**EXERCISE DESCRIPTION:** Go line by line through the data below and count those that hold "Purdue". Return only the number.

(Stored items)
-- Opening Marker --
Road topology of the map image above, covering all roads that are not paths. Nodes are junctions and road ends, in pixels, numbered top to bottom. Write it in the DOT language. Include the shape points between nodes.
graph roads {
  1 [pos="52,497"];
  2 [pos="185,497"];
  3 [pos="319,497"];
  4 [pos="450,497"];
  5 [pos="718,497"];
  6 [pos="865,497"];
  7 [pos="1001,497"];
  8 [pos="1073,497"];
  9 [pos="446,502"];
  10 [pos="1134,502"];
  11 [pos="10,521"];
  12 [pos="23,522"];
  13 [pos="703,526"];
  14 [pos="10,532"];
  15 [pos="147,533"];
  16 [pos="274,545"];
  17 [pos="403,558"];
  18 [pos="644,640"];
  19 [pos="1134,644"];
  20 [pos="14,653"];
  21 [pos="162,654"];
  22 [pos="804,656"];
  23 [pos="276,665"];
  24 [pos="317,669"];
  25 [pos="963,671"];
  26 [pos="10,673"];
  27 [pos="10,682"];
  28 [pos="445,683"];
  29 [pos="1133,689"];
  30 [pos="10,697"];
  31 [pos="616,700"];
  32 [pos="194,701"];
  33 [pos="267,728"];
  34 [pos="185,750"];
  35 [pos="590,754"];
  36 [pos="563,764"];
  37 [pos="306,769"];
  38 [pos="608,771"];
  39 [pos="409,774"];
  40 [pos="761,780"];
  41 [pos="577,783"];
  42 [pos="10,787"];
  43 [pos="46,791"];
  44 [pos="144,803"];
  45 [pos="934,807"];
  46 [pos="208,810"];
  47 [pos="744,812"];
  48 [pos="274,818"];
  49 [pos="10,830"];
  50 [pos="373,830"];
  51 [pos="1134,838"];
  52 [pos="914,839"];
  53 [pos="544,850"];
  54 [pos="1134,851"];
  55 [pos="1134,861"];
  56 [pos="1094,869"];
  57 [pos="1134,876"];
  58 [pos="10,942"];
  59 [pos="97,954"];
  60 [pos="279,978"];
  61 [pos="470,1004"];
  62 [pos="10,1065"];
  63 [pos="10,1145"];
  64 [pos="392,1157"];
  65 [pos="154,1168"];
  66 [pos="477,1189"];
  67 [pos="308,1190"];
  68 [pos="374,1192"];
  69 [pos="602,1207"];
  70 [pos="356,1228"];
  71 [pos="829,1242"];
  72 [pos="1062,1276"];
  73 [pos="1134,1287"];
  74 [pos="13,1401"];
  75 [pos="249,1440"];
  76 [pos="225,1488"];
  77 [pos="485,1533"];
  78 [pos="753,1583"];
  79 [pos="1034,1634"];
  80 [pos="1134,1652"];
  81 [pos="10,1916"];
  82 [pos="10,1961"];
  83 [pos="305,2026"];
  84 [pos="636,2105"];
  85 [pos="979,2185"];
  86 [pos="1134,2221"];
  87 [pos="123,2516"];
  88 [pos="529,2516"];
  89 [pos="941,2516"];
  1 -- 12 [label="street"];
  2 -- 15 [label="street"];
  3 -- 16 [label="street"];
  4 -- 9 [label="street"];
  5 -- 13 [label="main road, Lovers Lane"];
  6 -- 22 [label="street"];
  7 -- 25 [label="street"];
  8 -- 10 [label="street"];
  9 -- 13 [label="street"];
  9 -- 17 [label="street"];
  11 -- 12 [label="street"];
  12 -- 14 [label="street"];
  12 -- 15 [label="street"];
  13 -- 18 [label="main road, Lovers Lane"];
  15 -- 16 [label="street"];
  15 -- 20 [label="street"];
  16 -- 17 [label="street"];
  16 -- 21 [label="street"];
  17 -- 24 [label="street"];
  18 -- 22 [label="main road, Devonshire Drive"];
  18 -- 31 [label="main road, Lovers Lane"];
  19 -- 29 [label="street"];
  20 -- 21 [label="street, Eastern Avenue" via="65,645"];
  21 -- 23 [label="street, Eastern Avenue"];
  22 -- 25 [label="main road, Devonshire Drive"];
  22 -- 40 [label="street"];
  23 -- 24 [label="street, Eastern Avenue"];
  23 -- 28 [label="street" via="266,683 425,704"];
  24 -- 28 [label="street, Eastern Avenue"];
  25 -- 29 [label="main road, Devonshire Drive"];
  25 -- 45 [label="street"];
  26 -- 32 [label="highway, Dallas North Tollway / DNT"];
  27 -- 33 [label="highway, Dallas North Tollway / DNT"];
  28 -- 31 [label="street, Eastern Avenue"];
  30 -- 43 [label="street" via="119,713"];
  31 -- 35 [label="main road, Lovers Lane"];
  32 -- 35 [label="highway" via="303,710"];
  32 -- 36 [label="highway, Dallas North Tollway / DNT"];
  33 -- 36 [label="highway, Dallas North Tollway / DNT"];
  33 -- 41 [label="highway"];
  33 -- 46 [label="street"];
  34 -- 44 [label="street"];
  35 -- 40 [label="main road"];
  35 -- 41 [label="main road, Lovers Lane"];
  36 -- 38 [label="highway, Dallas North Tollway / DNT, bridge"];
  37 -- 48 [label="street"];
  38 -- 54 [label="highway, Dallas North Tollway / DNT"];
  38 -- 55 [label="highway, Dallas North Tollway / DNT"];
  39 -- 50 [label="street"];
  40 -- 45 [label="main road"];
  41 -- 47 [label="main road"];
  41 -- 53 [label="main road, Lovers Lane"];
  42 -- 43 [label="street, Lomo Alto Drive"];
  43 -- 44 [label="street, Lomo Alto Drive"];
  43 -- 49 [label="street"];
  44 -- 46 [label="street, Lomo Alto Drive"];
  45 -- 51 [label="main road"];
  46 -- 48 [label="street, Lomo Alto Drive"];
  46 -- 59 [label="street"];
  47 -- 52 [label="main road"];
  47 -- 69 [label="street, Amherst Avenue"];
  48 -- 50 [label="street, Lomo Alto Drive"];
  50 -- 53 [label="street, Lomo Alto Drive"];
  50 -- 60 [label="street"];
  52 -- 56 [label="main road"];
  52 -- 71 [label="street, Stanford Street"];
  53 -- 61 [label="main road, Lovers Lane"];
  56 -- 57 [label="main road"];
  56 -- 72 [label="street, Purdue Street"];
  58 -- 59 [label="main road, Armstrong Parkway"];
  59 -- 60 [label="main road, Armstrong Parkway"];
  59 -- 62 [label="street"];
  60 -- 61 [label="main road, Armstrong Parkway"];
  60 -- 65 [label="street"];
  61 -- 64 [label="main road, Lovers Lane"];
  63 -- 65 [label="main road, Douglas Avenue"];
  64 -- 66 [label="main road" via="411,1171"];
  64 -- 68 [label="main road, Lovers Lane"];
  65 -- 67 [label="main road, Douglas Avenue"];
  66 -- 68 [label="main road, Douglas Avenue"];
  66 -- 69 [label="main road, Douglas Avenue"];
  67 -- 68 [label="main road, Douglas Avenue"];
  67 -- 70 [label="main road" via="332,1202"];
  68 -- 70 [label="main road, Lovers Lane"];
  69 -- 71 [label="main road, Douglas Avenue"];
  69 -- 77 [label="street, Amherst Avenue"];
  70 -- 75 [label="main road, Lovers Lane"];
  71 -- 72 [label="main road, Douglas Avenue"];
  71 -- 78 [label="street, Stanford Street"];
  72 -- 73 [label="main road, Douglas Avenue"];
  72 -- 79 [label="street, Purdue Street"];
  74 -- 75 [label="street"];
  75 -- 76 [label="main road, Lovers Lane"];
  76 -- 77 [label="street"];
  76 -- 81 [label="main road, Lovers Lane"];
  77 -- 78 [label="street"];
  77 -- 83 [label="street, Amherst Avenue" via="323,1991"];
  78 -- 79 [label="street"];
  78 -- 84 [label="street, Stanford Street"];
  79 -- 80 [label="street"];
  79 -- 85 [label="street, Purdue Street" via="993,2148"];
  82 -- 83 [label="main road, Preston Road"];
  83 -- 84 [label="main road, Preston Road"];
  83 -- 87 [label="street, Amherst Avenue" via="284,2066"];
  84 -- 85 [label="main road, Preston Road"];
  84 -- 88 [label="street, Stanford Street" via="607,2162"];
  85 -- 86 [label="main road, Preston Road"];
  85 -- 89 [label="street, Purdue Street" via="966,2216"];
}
-- Closing Marker --
**RESPONSE FOR THIS EXERCISE:** 4